▶

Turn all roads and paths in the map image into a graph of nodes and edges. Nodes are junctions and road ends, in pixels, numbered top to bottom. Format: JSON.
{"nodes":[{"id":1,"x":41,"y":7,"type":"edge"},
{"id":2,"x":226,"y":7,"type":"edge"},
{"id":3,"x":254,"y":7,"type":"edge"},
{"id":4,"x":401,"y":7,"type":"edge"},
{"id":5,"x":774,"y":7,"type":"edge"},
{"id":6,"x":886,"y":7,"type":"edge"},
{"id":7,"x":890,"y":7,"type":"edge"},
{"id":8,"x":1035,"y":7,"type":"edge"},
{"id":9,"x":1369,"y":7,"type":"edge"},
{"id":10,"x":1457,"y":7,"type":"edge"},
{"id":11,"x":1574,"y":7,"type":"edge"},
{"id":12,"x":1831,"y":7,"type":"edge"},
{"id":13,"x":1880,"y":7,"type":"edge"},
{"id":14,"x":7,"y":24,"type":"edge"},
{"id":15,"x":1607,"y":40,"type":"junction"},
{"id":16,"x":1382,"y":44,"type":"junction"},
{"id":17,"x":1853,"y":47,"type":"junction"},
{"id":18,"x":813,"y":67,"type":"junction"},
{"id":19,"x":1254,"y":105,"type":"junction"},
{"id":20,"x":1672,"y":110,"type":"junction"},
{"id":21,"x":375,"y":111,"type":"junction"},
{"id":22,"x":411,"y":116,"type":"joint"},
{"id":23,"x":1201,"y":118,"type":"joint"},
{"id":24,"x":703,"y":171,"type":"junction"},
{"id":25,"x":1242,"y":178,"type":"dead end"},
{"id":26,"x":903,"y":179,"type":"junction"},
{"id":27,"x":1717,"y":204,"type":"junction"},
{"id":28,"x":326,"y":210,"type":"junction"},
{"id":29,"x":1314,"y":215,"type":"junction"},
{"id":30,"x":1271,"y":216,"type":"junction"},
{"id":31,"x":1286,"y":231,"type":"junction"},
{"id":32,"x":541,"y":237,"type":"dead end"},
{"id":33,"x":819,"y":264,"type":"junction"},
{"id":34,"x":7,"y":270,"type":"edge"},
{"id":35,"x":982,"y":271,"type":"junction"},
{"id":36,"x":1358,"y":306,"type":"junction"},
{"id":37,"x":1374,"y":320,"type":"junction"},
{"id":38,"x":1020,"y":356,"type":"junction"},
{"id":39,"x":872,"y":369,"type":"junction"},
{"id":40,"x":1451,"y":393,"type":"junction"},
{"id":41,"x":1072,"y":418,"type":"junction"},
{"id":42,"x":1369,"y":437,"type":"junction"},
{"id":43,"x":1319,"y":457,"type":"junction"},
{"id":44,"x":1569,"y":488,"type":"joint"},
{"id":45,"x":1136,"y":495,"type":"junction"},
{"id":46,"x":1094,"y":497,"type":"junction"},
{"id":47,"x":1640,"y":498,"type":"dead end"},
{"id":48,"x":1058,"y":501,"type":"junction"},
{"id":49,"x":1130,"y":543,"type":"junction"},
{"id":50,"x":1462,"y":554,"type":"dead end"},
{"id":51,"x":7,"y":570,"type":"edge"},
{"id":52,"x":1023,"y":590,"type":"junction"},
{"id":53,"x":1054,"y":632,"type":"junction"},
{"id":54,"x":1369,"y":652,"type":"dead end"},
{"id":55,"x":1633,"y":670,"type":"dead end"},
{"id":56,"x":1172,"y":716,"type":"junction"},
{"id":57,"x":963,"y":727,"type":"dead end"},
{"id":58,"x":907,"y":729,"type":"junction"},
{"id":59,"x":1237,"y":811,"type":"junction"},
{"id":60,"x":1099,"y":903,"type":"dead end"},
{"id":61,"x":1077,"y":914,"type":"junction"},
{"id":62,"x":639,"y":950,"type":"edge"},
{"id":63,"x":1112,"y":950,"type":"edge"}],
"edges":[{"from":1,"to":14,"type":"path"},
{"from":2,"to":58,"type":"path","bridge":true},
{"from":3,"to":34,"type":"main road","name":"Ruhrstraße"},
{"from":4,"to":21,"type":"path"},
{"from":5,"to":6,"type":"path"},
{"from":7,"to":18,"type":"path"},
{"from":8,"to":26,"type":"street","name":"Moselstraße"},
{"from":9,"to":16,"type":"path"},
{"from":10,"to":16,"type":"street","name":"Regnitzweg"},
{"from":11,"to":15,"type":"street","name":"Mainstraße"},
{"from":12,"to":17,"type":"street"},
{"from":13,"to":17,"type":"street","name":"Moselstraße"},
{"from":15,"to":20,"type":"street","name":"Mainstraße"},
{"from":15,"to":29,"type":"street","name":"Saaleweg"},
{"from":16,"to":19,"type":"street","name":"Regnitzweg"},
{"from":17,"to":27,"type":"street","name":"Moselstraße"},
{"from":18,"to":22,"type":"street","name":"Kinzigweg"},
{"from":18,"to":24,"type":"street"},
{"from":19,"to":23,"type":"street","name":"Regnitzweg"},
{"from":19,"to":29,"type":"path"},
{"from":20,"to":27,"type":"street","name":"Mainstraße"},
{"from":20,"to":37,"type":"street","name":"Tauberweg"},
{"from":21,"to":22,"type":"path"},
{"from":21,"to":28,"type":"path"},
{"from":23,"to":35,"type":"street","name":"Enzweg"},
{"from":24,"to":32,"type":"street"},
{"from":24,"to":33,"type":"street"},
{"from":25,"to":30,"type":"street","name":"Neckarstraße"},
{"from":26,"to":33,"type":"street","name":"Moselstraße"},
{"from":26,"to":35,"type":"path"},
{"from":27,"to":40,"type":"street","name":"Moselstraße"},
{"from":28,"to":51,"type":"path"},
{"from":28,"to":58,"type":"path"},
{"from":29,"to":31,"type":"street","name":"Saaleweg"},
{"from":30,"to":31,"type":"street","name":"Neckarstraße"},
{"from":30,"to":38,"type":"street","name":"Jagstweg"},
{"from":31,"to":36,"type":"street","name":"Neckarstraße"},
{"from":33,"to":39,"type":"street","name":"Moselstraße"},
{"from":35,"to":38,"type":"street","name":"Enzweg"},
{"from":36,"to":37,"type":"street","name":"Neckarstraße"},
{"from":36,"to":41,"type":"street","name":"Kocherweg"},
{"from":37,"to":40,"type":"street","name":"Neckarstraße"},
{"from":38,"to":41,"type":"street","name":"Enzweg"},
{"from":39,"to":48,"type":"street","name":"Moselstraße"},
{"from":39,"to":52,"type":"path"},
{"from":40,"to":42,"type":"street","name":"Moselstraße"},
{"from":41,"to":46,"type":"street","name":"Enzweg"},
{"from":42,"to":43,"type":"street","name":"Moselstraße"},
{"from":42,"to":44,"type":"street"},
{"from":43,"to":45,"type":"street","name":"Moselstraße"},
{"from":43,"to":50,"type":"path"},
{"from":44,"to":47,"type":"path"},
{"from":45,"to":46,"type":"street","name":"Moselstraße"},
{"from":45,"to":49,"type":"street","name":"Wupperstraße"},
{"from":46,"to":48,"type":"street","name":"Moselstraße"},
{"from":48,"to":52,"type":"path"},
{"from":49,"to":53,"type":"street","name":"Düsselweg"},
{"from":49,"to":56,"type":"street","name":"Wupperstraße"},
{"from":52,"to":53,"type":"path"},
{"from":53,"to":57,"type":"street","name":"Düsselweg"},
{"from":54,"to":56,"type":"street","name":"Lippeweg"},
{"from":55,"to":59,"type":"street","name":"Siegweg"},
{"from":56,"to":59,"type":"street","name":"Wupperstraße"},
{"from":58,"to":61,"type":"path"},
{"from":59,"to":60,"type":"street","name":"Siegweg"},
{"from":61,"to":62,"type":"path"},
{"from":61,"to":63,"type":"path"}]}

◀

A verbatim copy of the records above should be returned.

Turn all roads and paths in the map image into a graph of nodes and edges. Nodes are junctions and road ends, in pixels, numbered top to bottom. Format: JSON.
{"nodes":[{"id":1,"x":41,"y":7,"type":"edge"},
{"id":2,"x":226,"y":7,"type":"edge"},
{"id":3,"x":254,"y":7,"type":"edge"},
{"id":4,"x":401,"y":7,"type":"edge"},
{"id":5,"x":774,"y":7,"type":"edge"},
{"id":6,"x":886,"y":7,"type":"edge"},
{"id":7,"x":890,"y":7,"type":"edge"},
{"id":8,"x":1035,"y":7,"type":"edge"},
{"id":9,"x":1369,"y":7,"type":"edge"},
{"id":10,"x":1457,"y":7,"type":"edge"},
{"id":11,"x":1574,"y":7,"type":"edge"},
{"id":12,"x":1831,"y":7,"type":"edge"},
{"id":13,"x":1880,"y":7,"type":"edge"},
{"id":14,"x":7,"y":24,"type":"edge"},
{"id":15,"x":1607,"y":40,"type":"junction"},
{"id":16,"x":1382,"y":44,"type":"junction"},
{"id":17,"x":1853,"y":47,"type":"junction"},
{"id":18,"x":813,"y":67,"type":"junction"},
{"id":19,"x":1254,"y":105,"type":"junction"},
{"id":20,"x":1672,"y":110,"type":"junction"},
{"id":21,"x":375,"y":111,"type":"junction"},
{"id":22,"x":411,"y":116,"type":"joint"},
{"id":23,"x":1201,"y":118,"type":"joint"},
{"id":24,"x":703,"y":171,"type":"junction"},
{"id":25,"x":1242,"y":178,"type":"dead end"},
{"id":26,"x":903,"y":179,"type":"junction"},
{"id":27,"x":1717,"y":204,"type":"junction"},
{"id":28,"x":326,"y":210,"type":"junction"},
{"id":29,"x":1314,"y":215,"type":"junction"},
{"id":30,"x":1271,"y":216,"type":"junction"},
{"id":31,"x":1286,"y":231,"type":"junction"},
{"id":32,"x":541,"y":237,"type":"dead end"},
{"id":33,"x":819,"y":264,"type":"junction"},
{"id":34,"x":7,"y":270,"type":"edge"},
{"id":35,"x":982,"y":271,"type":"junction"},
{"id":36,"x":1358,"y":306,"type":"junction"},
{"id":37,"x":1374,"y":320,"type":"junction"},
{"id":38,"x":1020,"y":356,"type":"junction"},
{"id":39,"x":872,"y":369,"type":"junction"},
{"id":40,"x":1451,"y":393,"type":"junction"},
{"id":41,"x":1072,"y":418,"type":"junction"},
{"id":42,"x":1369,"y":437,"type":"junction"},
{"id":43,"x":1319,"y":457,"type":"junction"},
{"id":44,"x":1569,"y":488,"type":"joint"},
{"id":45,"x":1136,"y":495,"type":"junction"},
{"id":46,"x":1094,"y":497,"type":"junction"},
{"id":47,"x":1640,"y":498,"type":"dead end"},
{"id":48,"x":1058,"y":501,"type":"junction"},
{"id":49,"x":1130,"y":543,"type":"junction"},
{"id":50,"x":1462,"y":554,"type":"dead end"},
{"id":51,"x":7,"y":570,"type":"edge"},
{"id":52,"x":1023,"y":590,"type":"junction"},
{"id":53,"x":1054,"y":632,"type":"junction"},
{"id":54,"x":1369,"y":652,"type":"dead end"},
{"id":55,"x":1633,"y":670,"type":"dead end"},
{"id":56,"x":1172,"y":716,"type":"junction"},
{"id":57,"x":963,"y":727,"type":"dead end"},
{"id":58,"x":907,"y":729,"type":"junction"},
{"id":59,"x":1237,"y":811,"type":"junction"},
{"id":60,"x":1099,"y":903,"type":"dead end"},
{"id":61,"x":1077,"y":914,"type":"junction"},
{"id":62,"x":639,"y":950,"type":"edge"},
{"id":63,"x":1112,"y":950,"type":"edge"}],
"edges":[{"from":1,"to":14,"type":"path"},
{"from":2,"to":58,"type":"path","bridge":true},
{"from":3,"to":34,"type":"main road","name":"Ruhrstraße"},
{"from":4,"to":21,"type":"path"},
{"from":5,"to":6,"type":"path"},
{"from":7,"to":18,"type":"path"},
{"from":8,"to":26,"type":"street","name":"Moselstraße"},
{"from":9,"to":16,"type":"path"},
{"from":10,"to":16,"type":"street","name":"Regnitzweg"},
{"from":11,"to":15,"type":"street","name":"Mainstraße"},
{"from":12,"to":17,"type":"street"},
{"from":13,"to":17,"type":"street","name":"Moselstraße"},
{"from":15,"to":20,"type":"street","name":"Mainstraße"},
{"from":15,"to":29,"type":"street","name":"Saaleweg"},
{"from":16,"to":19,"type":"street","name":"Regnitzweg"},
{"from":17,"to":27,"type":"street","name":"Moselstraße"},
{"from":18,"to":22,"type":"street","name":"Kinzigweg"},
{"from":18,"to":24,"type":"street"},
{"from":19,"to":23,"type":"street","name":"Regnitzweg"},
{"from":19,"to":29,"type":"path"},
{"from":20,"to":27,"type":"street","name":"Mainstraße"},
{"from":20,"to":37,"type":"street","name":"Tauberweg"},
{"from":21,"to":22,"type":"path"},
{"from":21,"to":28,"type":"path"},
{"from":23,"to":35,"type":"street","name":"Enzweg"},
{"from":24,"to":32,"type":"street"},
{"from":24,"to":33,"type":"street"},
{"from":25,"to":30,"type":"street","name":"Neckarstraße"},
{"from":26,"to":33,"type":"street","name":"Moselstraße"},
{"from":26,"to":35,"type":"path"},
{"from":27,"to":40,"type":"street","name":"Moselstraße"},
{"from":28,"to":51,"type":"path"},
{"from":28,"to":58,"type":"path"},
{"from":29,"to":31,"type":"street","name":"Saaleweg"},
{"from":30,"to":31,"type":"street","name":"Neckarstraße"},
{"from":30,"to":38,"type":"street","name":"Jagstweg"},
{"from":31,"to":36,"type":"street","name":"Neckarstraße"},
{"from":33,"to":39,"type":"street","name":"Moselstraße"},
{"from":35,"to":38,"type":"street","name":"Enzweg"},
{"from":36,"to":37,"type":"street","name":"Neckarstraße"},
{"from":36,"to":41,"type":"street","name":"Kocherweg"},
{"from":37,"to":40,"type":"street","name":"Neckarstraße"},
{"from":38,"to":41,"type":"street","name":"Enzweg"},
{"from":39,"to":48,"type":"street","name":"Moselstraße"},
{"from":39,"to":52,"type":"path"},
{"from":40,"to":42,"type":"street","name":"Moselstraße"},
{"from":41,"to":46,"type":"street","name":"Enzweg"},
{"from":42,"to":43,"type":"street","name":"Moselstraße"},
{"from":42,"to":44,"type":"street"},
{"from":43,"to":45,"type":"street","name":"Moselstraße"},
{"from":43,"to":50,"type":"path"},
{"from":44,"to":47,"type":"path"},
{"from":45,"to":46,"type":"street","name":"Moselstraße"},
{"from":45,"to":49,"type":"street","name":"Wupperstraße"},
{"from":46,"to":48,"type":"street","name":"Moselstraße"},
{"from":48,"to":52,"type":"path"},
{"from":49,"to":53,"type":"street","name":"Düsselweg"},
{"from":49,"to":56,"type":"street","name":"Wupperstraße"},
{"from":52,"to":53,"type":"path"},
{"from":53,"to":57,"type":"street","name":"Düsselweg"},
{"from":54,"to":56,"type":"street","name":"Lippeweg"},
{"from":55,"to":59,"type":"street","name":"Siegweg"},
{"from":56,"to":59,"type":"street","name":"Wupperstraße"},
{"from":58,"to":61,"type":"path"},
{"from":59,"to":60,"type":"street","name":"Siegweg"},
{"from":61,"to":62,"type":"path"},
{"from":61,"to":63,"type":"path"}]}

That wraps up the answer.